**Material provided:**
******
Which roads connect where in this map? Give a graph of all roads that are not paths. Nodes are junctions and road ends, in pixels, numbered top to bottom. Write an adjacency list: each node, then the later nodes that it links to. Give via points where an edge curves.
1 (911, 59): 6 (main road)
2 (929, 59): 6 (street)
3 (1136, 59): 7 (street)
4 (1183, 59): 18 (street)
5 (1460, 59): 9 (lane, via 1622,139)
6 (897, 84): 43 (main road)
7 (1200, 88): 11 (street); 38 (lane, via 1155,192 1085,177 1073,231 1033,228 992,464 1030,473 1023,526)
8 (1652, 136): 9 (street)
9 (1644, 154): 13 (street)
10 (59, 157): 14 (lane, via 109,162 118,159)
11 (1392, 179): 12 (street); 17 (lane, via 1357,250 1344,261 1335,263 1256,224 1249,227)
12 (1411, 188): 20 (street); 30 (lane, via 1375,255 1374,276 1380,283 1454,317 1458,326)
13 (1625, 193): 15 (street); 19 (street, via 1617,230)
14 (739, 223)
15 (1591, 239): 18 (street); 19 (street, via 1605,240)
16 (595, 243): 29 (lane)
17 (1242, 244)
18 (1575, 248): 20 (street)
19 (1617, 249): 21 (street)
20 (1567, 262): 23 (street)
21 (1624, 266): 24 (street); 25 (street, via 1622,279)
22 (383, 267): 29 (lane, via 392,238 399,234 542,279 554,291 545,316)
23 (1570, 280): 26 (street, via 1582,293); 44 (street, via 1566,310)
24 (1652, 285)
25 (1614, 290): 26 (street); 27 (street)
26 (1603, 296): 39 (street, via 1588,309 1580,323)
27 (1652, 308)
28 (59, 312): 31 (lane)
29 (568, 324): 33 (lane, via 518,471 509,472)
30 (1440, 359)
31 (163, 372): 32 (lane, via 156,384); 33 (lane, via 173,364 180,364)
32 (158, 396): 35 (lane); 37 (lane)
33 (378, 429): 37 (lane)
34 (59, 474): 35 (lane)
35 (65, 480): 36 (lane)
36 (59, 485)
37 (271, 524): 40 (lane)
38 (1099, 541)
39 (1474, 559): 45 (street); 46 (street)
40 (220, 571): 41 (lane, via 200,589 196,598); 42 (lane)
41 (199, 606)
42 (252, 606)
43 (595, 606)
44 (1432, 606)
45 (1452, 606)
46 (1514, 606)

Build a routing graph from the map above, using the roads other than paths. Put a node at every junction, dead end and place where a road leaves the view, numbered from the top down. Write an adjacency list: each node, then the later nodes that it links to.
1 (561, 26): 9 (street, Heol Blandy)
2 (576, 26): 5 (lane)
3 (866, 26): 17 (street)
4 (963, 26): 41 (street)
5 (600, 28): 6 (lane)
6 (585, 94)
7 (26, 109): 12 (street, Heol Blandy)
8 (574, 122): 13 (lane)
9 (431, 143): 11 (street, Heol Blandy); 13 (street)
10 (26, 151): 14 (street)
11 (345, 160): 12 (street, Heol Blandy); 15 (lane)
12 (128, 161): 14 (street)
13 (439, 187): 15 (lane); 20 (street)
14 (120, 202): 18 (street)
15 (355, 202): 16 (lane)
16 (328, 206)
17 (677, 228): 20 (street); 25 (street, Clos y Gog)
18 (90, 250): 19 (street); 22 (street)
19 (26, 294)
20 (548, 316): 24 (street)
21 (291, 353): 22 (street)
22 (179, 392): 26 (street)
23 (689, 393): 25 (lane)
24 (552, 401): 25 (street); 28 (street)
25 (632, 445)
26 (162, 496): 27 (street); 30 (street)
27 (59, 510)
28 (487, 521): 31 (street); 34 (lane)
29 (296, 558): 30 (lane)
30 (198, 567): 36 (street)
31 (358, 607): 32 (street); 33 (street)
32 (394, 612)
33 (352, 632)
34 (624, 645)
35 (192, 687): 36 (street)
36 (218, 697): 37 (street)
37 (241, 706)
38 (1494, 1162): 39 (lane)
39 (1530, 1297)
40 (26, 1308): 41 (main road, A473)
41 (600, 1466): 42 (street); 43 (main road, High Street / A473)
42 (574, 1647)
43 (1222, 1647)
******
**What to do:** Please return the data above exactly as given.

**Finished exercise:**
Which roads connect where in this map? Give a graph of all roads that are not paths. Nodes are junctions and road ends, in pixels, numbered top to bottom. Write an adjacency list: each node, then the later nodes that it links to. Give via points where an edge curves.
1 (911, 59): 6 (main road)
2 (929, 59): 6 (street)
3 (1136, 59): 7 (street)
4 (1183, 59): 18 (street)
5 (1460, 59): 9 (lane, via 1622,139)
6 (897, 84): 43 (main road)
7 (1200, 88): 11 (street); 38 (lane, via 1155,192 1085,177 1073,231 1033,228 992,464 1030,473 1023,526)
8 (1652, 136): 9 (street)
9 (1644, 154): 13 (street)
10 (59, 157): 14 (lane, via 109,162 118,159)
11 (1392, 179): 12 (street); 17 (lane, via 1357,250 1344,261 1335,263 1256,224 1249,227)
12 (1411, 188): 20 (street); 30 (lane, via 1375,255 1374,276 1380,283 1454,317 1458,326)
13 (1625, 193): 15 (street); 19 (street, via 1617,230)
14 (739, 223)
15 (1591, 239): 18 (street); 19 (street, via 1605,240)
16 (595, 243): 29 (lane)
17 (1242, 244)
18 (1575, 248): 20 (street)
19 (1617, 249): 21 (street)
20 (1567, 262): 23 (street)
21 (1624, 266): 24 (street); 25 (street, via 1622,279)
22 (383, 267): 29 (lane, via 392,238 399,234 542,279 554,291 545,316)
23 (1570, 280): 26 (street, via 1582,293); 44 (street, via 1566,310)
24 (1652, 285)
25 (1614, 290): 26 (street); 27 (street)
26 (1603, 296): 39 (street, via 1588,309 1580,323)
27 (1652, 308)
28 (59, 312): 31 (lane)
29 (568, 324): 33 (lane, via 518,471 509,472)
30 (1440, 359)
31 (163, 372): 32 (lane, via 156,384); 33 (lane, via 173,364 180,364)
32 (158, 396): 35 (lane); 37 (lane)
33 (378, 429): 37 (lane)
34 (59, 474): 35 (lane)
35 (65, 480): 36 (lane)
36 (59, 485)
37 (271, 524): 40 (lane)
38 (1099, 541)
39 (1474, 559): 45 (street); 46 (street)
40 (220, 571): 41 (lane, via 200,589 196,598); 42 (lane)
41 (199, 606)
42 (252, 606)
43 (595, 606)
44 (1432, 606)
45 (1452, 606)
46 (1514, 606)

Build a routing graph from the map above, using the roads other than paths. Put a node at every junction, dead end and place where a road leaves the view, numbered from the top down. Write an adjacency list: each node, then the later nodes that it links to.
1 (561, 26): 9 (street, Heol Blandy)
2 (576, 26): 5 (lane)
3 (866, 26): 17 (street)
4 (963, 26): 41 (street)
5 (600, 28): 6 (lane)
6 (585, 94)
7 (26, 109): 12 (street, Heol Blandy)
8 (574, 122): 13 (lane)
9 (431, 143): 11 (street, Heol Blandy); 13 (street)
10 (26, 151): 14 (street)
11 (345, 160): 12 (street, Heol Blandy); 15 (lane)
12 (128, 161): 14 (street)
13 (439, 187): 15 (lane); 20 (street)
14 (120, 202): 18 (street)
15 (355, 202): 16 (lane)
16 (328, 206)
17 (677, 228): 20 (street); 25 (street, Clos y Gog)
18 (90, 250): 19 (street); 22 (street)
19 (26, 294)
20 (548, 316): 24 (street)
21 (291, 353): 22 (street)
22 (179, 392): 26 (street)
23 (689, 393): 25 (lane)
24 (552, 401): 25 (street); 28 (street)
25 (632, 445)
26 (162, 496): 27 (street); 30 (street)
27 (59, 510)
28 (487, 521): 31 (street); 34 (lane)
29 (296, 558): 30 (lane)
30 (198, 567): 36 (street)
31 (358, 607): 32 (street); 33 (street)
32 (394, 612)
33 (352, 632)
34 (624, 645)
35 (192, 687): 36 (street)
36 (218, 697): 37 (street)
37 (241, 706)
38 (1494, 1162): 39 (lane)
39 (1530, 1297)
40 (26, 1308): 41 (main road, A473)
41 (600, 1466): 42 (street); 43 (main road, High Street / A473)
42 (574, 1647)
43 (1222, 1647)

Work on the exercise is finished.